Do we do enough to tell the people we admire, those who support us, and even those who don't (see the social media silliness over who is right/real, etc.) how much they influence our thinking? How much we'd miss them?
I ran to Nordstrom for a make-up emergency the other day (yes, we do have those), and was introduced to a new line of products I didn't know by a knowledgeable representative. She kept saying she wasn't in sales, but that's exactly who I would put in such a position.
She was articulate, a great listener, passionate about the product line… and patient. We ended up talking about exercise — I recommended IMX Pilates to straighten her core, suggested a store for running shoes, etc. — and life. Her father had recently passed away, and she worried about her mother.
Her counsel on products was experienced and valuable to me. I ended up making the purchase, happily.

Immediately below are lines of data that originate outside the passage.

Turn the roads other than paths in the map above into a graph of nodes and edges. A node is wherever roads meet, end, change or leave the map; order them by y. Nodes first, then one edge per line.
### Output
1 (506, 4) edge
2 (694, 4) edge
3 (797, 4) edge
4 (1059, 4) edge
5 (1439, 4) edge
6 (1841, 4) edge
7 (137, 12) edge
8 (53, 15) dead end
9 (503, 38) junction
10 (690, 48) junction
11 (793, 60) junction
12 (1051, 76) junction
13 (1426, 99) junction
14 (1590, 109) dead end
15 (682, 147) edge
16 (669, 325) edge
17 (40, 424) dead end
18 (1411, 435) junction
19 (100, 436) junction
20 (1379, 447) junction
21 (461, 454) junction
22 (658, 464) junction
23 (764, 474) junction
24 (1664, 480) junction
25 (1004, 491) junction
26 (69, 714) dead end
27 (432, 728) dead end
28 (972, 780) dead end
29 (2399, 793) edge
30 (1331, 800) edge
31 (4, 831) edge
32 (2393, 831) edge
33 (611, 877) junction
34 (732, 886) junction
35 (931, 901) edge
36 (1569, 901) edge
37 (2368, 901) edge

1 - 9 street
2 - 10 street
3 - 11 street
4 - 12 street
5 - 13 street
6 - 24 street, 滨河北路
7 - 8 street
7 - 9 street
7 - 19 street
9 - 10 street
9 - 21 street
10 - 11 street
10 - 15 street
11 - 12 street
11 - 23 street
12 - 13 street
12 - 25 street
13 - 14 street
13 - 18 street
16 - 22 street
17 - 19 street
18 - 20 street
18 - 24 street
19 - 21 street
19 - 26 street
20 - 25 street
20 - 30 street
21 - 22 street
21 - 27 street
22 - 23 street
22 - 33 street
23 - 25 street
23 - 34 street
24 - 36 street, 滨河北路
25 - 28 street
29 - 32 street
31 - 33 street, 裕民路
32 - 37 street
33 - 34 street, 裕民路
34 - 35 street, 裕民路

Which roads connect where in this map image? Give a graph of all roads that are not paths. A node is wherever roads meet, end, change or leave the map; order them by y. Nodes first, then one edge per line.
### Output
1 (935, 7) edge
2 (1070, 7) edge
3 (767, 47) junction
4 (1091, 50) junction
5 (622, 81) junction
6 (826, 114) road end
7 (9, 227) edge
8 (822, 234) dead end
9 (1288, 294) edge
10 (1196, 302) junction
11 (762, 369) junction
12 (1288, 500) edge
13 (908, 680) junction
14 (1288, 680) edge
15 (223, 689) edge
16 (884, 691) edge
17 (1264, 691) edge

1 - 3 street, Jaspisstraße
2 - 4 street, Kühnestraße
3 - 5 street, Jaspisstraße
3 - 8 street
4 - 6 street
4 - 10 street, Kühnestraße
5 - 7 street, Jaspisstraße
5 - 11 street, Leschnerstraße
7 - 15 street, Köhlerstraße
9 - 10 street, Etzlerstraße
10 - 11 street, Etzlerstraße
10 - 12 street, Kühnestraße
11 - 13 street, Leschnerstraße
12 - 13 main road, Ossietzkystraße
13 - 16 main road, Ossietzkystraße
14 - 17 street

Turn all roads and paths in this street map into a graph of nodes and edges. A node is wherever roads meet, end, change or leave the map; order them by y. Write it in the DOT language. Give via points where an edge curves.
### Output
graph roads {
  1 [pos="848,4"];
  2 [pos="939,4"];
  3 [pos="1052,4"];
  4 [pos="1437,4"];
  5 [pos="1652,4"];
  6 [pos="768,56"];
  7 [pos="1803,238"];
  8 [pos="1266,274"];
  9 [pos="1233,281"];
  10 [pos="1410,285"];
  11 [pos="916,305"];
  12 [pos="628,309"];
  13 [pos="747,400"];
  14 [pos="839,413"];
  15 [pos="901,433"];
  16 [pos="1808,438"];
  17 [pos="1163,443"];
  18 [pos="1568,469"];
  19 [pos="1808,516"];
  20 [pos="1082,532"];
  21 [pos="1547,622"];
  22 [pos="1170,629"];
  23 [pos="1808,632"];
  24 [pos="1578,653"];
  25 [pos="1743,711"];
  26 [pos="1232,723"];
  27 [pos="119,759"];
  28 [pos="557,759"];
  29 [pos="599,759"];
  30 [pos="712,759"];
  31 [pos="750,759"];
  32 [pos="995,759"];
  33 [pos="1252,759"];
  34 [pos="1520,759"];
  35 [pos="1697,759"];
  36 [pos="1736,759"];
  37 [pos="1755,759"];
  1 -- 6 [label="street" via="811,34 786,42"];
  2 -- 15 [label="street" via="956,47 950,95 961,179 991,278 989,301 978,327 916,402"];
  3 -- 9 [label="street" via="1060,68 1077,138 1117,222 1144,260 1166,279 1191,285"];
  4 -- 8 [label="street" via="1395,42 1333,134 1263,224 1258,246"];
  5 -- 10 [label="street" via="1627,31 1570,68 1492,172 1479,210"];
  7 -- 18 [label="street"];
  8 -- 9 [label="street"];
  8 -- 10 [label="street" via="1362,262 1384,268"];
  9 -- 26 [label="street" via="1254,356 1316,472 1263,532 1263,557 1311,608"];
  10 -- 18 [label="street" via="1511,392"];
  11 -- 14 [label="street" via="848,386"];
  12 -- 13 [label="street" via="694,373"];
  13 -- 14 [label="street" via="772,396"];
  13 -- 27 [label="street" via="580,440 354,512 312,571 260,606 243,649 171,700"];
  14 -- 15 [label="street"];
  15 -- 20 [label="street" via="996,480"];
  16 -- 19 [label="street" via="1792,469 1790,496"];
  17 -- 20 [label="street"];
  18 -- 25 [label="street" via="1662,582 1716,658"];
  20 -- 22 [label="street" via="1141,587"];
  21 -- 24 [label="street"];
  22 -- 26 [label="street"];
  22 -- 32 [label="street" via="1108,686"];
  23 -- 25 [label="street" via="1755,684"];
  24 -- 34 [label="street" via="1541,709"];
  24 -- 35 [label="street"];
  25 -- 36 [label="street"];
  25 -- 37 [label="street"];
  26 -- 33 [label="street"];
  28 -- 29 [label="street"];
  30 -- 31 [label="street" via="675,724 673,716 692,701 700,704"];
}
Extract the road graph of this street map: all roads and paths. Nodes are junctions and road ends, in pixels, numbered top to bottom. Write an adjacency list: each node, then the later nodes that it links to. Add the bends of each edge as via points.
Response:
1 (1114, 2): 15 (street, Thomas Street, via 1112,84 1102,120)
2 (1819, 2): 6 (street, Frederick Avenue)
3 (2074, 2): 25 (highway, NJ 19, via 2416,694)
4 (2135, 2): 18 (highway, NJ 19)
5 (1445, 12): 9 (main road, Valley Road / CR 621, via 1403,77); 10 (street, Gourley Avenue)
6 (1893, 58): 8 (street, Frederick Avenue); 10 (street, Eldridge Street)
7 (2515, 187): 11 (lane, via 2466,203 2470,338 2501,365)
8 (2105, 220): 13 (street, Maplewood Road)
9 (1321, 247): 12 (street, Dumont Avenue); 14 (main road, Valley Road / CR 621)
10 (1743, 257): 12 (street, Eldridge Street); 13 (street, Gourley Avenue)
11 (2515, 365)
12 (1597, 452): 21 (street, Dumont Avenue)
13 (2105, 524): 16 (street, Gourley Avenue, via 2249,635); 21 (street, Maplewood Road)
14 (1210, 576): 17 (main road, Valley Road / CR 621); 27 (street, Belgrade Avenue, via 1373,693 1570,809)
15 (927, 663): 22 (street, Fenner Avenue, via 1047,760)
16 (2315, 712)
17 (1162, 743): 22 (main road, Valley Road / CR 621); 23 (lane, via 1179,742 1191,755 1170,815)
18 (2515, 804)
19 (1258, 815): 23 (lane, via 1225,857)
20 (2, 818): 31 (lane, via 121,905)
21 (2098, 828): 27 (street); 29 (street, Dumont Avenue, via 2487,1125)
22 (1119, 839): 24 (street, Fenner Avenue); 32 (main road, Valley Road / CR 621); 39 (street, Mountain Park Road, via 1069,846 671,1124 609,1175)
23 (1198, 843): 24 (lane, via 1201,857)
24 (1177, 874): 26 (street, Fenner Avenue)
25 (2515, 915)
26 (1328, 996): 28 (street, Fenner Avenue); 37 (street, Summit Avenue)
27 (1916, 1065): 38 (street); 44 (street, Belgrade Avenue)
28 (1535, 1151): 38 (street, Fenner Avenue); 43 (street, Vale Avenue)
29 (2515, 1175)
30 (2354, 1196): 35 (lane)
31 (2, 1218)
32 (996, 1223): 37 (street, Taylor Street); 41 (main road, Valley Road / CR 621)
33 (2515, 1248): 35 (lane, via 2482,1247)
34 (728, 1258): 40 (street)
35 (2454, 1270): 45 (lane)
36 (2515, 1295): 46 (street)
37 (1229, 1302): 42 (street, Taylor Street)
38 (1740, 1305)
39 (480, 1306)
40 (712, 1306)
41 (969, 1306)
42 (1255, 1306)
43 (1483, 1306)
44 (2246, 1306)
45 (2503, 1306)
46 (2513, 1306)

And I know I will enjoy it, too. Upon parting, she invited a hug. It took me by surprise, because although we do that in Italy all the time, people don't do that here. If they do it, they don't mean it. She meant it, sincerely.
I consider myself fortunate for being aware that the most important part of connecting is being present to people and relationships.
Forget what happens next. What happens now?
What happens now is the key to superb executions, memorable experiences — and a desire to repeat them. It works on me — and I'm made of Teflon when it comes to marketing messaging and pitches. (I get so many that are off the mark, and volume buries the good ones)
When in doubt, be there. It will help you attract people, engage them, and often enough move beyond mere transactions to relationships. And you know what ignites relationships and keeps them going — love.
If you don't love what you do — for whatever reason — find a way to love who you do it with and for. It will make a world of difference.
Don't worry about what happens next. Focus on what happens now.
BTW — I got gifts wherever I went that day. Just by being open to making connections with people.